* **Task directions**
Copy each line of the entries that includes the word "Libertad".

* **Saved entries**
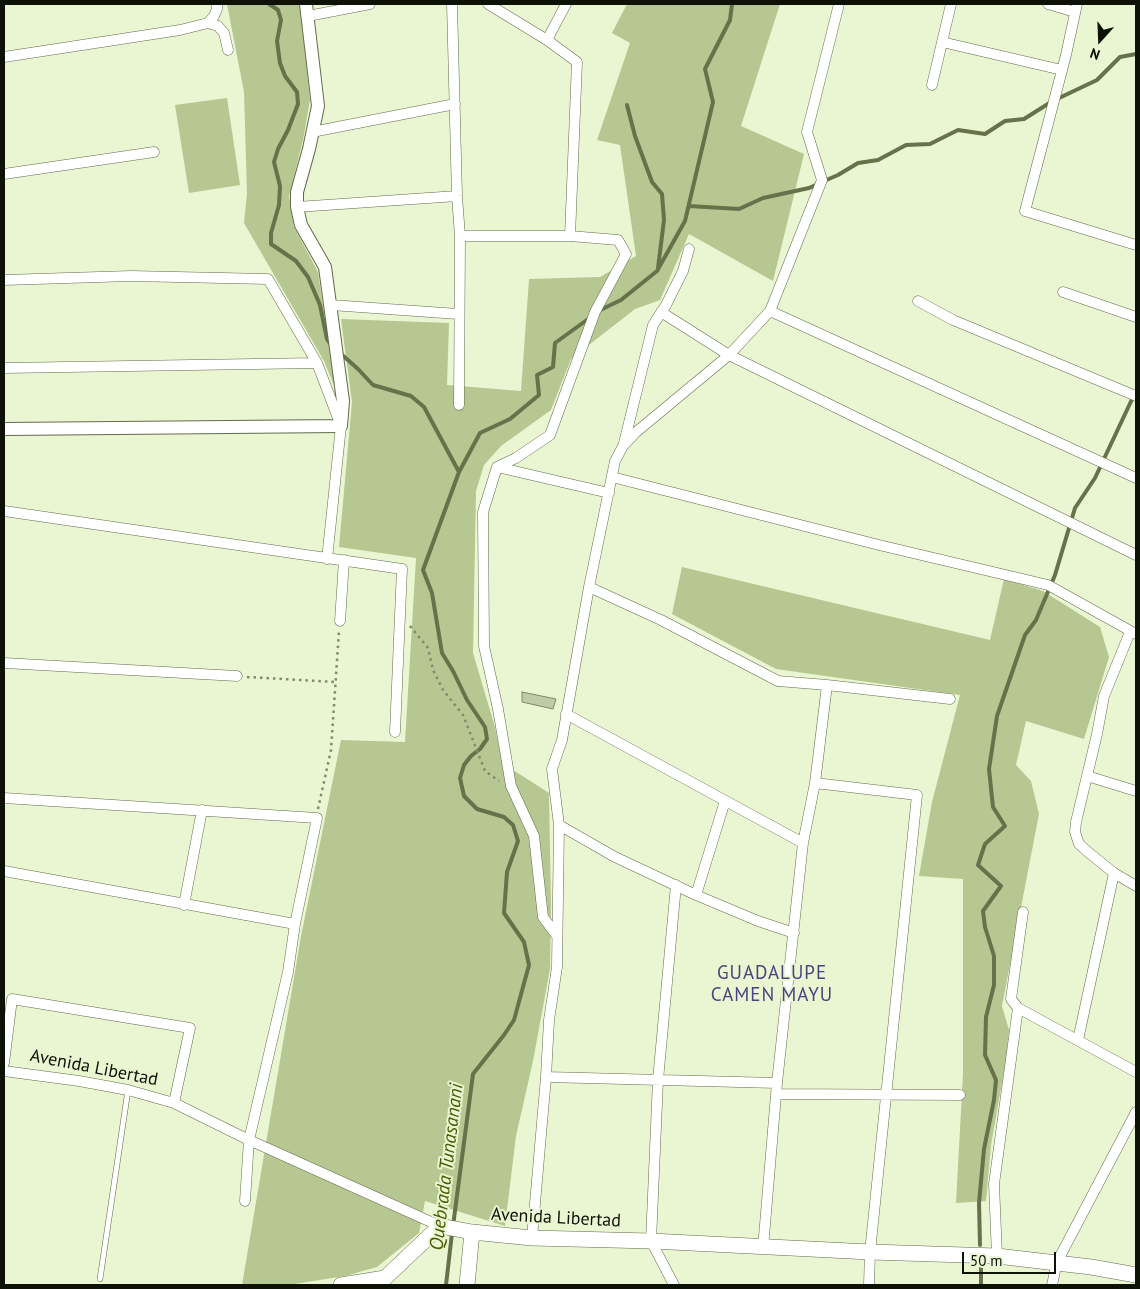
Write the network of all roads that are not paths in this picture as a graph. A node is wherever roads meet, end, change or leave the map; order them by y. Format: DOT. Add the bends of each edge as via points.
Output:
graph roads {
  1 [pos="216,4"];
  2 [pos="370,4"];
  3 [pos="452,4"];
  4 [pos="488,4"];
  5 [pos="566,4"];
  6 [pos="839,4"];
  7 [pos="951,4"];
  8 [pos="1048,4"];
  9 [pos="1076,8"];
  10 [pos="307,10"];
  11 [pos="208,23"];
  12 [pos="546,40"];
  13 [pos="942,42"];
  14 [pos="228,50"];
  15 [pos="4,57"];
  16 [pos="1062,70"];
  17 [pos="932,85"];
  18 [pos="456,104"];
  19 [pos="312,132"];
  20 [pos="154,152"];
  21 [pos="4,174"];
  22 [pos="457,196"];
  23 [pos="297,207"];
  24 [pos="460,236"];
  25 [pos="570,236"];
  26 [pos="1136,245"];
  27 [pos="690,249"];
  28 [pos="4,280"];
  29 [pos="1063,292"];
  30 [pos="918,301"];
  31 [pos="331,305"];
  32 [pos="661,312"];
  33 [pos="770,312"];
  34 [pos="458,314"];
  35 [pos="1136,317"];
  36 [pos="729,355"];
  37 [pos="317,363"];
  38 [pos="4,368"];
  39 [pos="1136,396"];
  40 [pos="459,405"];
  41 [pos="341,426"];
  42 [pos="4,429"];
  43 [pos="623,446"];
  44 [pos="497,467"];
  45 [pos="612,477"];
  46 [pos="1136,478"];
  47 [pos="609,493"];
  48 [pos="4,510"];
  49 [pos="1136,555"];
  50 [pos="327,559"];
  51 [pos="344,560"];
  52 [pos="589,587"];
  53 [pos="340,621"];
  54 [pos="1133,633"];
  55 [pos="4,663"];
  56 [pos="236,676"];
  57 [pos="827,684"];
  58 [pos="950,700"];
  59 [pos="566,714"];
  60 [pos="395,732"];
  61 [pos="1087,776"];
  62 [pos="815,783"];
  63 [pos="1136,791"];
  64 [pos="4,798"];
  65 [pos="725,801"];
  66 [pos="202,810"];
  67 [pos="559,825"];
  68 [pos="803,843"];
  69 [pos="4,871"];
  70 [pos="1114,873"];
  71 [pos="676,885"];
  72 [pos="1136,886"];
  73 [pos="696,895"];
  74 [pos="184,905"];
  75 [pos="1023,912"];
  76 [pos="295,924"];
  77 [pos="794,933"];
  78 [pos="557,936"];
  79 [pos="1018,1008"];
  80 [pos="1078,1040"];
  81 [pos="4,1063"];
  82 [pos="4,1071"];
  83 [pos="1136,1072"];
  84 [pos="546,1077"];
  85 [pos="658,1080"];
  86 [pos="777,1088"];
  87 [pos="128,1090"];
  88 [pos="887,1095"];
  89 [pos="960,1095"];
  90 [pos="174,1103"];
  91 [pos="1136,1112"];
  92 [pos="249,1140"];
  93 [pos="245,1201"];
  94 [pos="440,1226"];
  95 [pos="472,1232"];
  96 [pos="532,1238"];
  97 [pos="651,1241"];
  98 [pos="763,1248"];
  99 [pos="870,1252"];
  100 [pos="997,1256"];
  101 [pos="1057,1262"];
  102 [pos="1136,1275"];
  103 [pos="100,1279"];
  104 [pos="341,1285"];
  105 [pos="467,1285"];
  106 [pos="674,1285"];
  107 [pos="869,1285"];
  108 [pos="1052,1285"];
  1 -- 11 [label="street" via="214,16"];
  2 -- 10 [label="street"];
  3 -- 18 [label="street"];
  4 -- 12 [label="street"];
  5 -- 12 [label="street"];
  6 -- 33 [label="street" via="808,132 822,180"];
  7 -- 13 [label="street"];
  8 -- 9 [label="street"];
  9 -- 16 [label="street"];
  10 -- 19 [label="street" via="318,106"];
  11 -- 14 [label="street" via="218,26 224,33"];
  11 -- 15 [label="street"];
  12 -- 25 [label="street" via="577,62"];
  13 -- 16 [label="street"];
  13 -- 17 [label="street"];
  16 -- 26 [label="street" via="1025,211"];
  18 -- 19 [label="street"];
  18 -- 22 [label="street"];
  19 -- 23 [label="street" via="297,192"];
  20 -- 21 [label="street"];
  22 -- 23 [label="street"];
  22 -- 24 [label="street"];
  23 -- 31 [label="street" via="301,225 325,267"];
  24 -- 25 [label="street"];
  24 -- 34 [label="street"];
  25 -- 44 [label="street" via="618,240 626,254 596,312 550,435"];
  27 -- 32 [label="street" via="683,271"];
  28 -- 37 [label="street" via="131,276 268,280"];
  29 -- 35 [label="street"];
  30 -- 39 [label="street" via="953,320"];
  31 -- 34 [label="street"];
  31 -- 41 [label="street" via="343,402"];
  32 -- 36 [label="street"];
  32 -- 43 [label="street" via="654,325"];
  33 -- 36 [label="street"];
  33 -- 46 [label="street"];
  34 -- 40 [label="street"];
  36 -- 43 [label="street"];
  36 -- 49 [label="street"];
  37 -- 38 [label="street"];
  37 -- 41 [label="street"];
  41 -- 42 [label="street"];
  41 -- 50 [label="street"];
  43 -- 45 [label="street" via="615,461"];
  44 -- 47 [label="street"];
  44 -- 78 [label="street" via="484,512 484,646 511,786 534,836 543,917"];
  45 -- 47 [label="street"];
  45 -- 54 [label="street" via="1048,585"];
  47 -- 52 [label="street"];
  48 -- 50 [label="street"];
  50 -- 51 [label="street"];
  51 -- 53 [label="street"];
  51 -- 60 [label="street" via="402,569"];
  52 -- 57 [label="street" via="661,620 778,681"];
  52 -- 59 [label="street"];
  54 -- 61 [label="street" via="1104,696"];
  55 -- 56 [label="street"];
  57 -- 58 [label="street"];
  57 -- 62 [label="street"];
  59 -- 65 [label="street"];
  59 -- 67 [label="street" via="562,740 552,769"];
  61 -- 63 [label="street"];
  61 -- 70 [label="street" via="1076,822 1079,844"];
  62 -- 68 [label="street"];
  62 -- 88 [label="street" via="917,794"];
  64 -- 66 [label="street"];
  65 -- 68 [label="street"];
  65 -- 73 [label="street"];
  66 -- 74 [label="street"];
  66 -- 76 [label="street" via="316,818"];
  67 -- 71 [label="street" via="615,857"];
  67 -- 78 [label="street"];
  68 -- 77 [label="street"];
  69 -- 74 [label="street"];
  70 -- 72 [label="street"];
  70 -- 80 [label="street"];
  71 -- 73 [label="street"];
  71 -- 85 [label="street"];
  73 -- 77 [label="street"];
  74 -- 76 [label="street"];
  75 -- 79 [label="street" via="1011,999"];
  76 -- 92 [label="street" via="288,972"];
  77 -- 86 [label="street"];
  78 -- 84 [label="street"];
  79 -- 80 [label="street"];
  79 -- 100 [label="street" via="994,1184"];
  80 -- 83 [label="street"];
  81 -- 90 [label="street" via="12,999 190,1028"];
  82 -- 87 [label="street, Avenida Libertad"];
  84 -- 85 [label="street"];
  84 -- 96 [label="street"];
  85 -- 86 [label="street"];
  85 -- 97 [label="street"];
  86 -- 88 [label="street"];
  86 -- 98 [label="street"];
  87 -- 90 [label="street, Avenida Libertad"];
  87 -- 103 [label="lane"];
  88 -- 89 [label="street"];
  88 -- 99 [label="street"];
  90 -- 92 [label="street, Avenida Libertad"];
  91 -- 101 [label="street"];
  92 -- 93 [label="street"];
  92 -- 94 [label="street, Avenida Libertad"];
  94 -- 95 [label="main road, Avenida Libertad"];
  94 -- 104 [label="main road" via="385,1278"];
  95 -- 96 [label="main road, Avenida Libertad"];
  95 -- 105 [label="main road"];
  96 -- 97 [label="main road, Avenida Libertad"];
  97 -- 98 [label="main road, Avenida Libertad"];
  97 -- 106 [label="street"];
  98 -- 99 [label="main road, Avenida Libertad"];
  99 -- 100 [label="main road, Avenida Libertad"];
  99 -- 107 [label="street"];
  100 -- 101 [label="main road, Avenida Libertad"];
  101 -- 102 [label="main road, Avenida Libertad"];
  101 -- 108 [label="street"];
}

* **Exercise output**
  82 -- 87 [label="street, Avenida Libertad"];
  87 -- 90 [label="street, Avenida Libertad"];
  90 -- 92 [label="street, Avenida Libertad"];
  92 -- 94 [label="street, Avenida Libertad"];
  94 -- 95 [label="main road, Avenida Libertad"];
  95 -- 96 [label="main road, Avenida Libertad"];
  96 -- 97 [label="main road, Avenida Libertad"];
  97 -- 98 [label="main road, Avenida Libertad"];
  98 -- 99 [label="main road, Avenida Libertad"];
  99 -- 100 [label="main road, Avenida Libertad"];
  100 -- 101 [label="main road, Avenida Libertad"];
  101 -- 102 [label="main road, Avenida Libertad"];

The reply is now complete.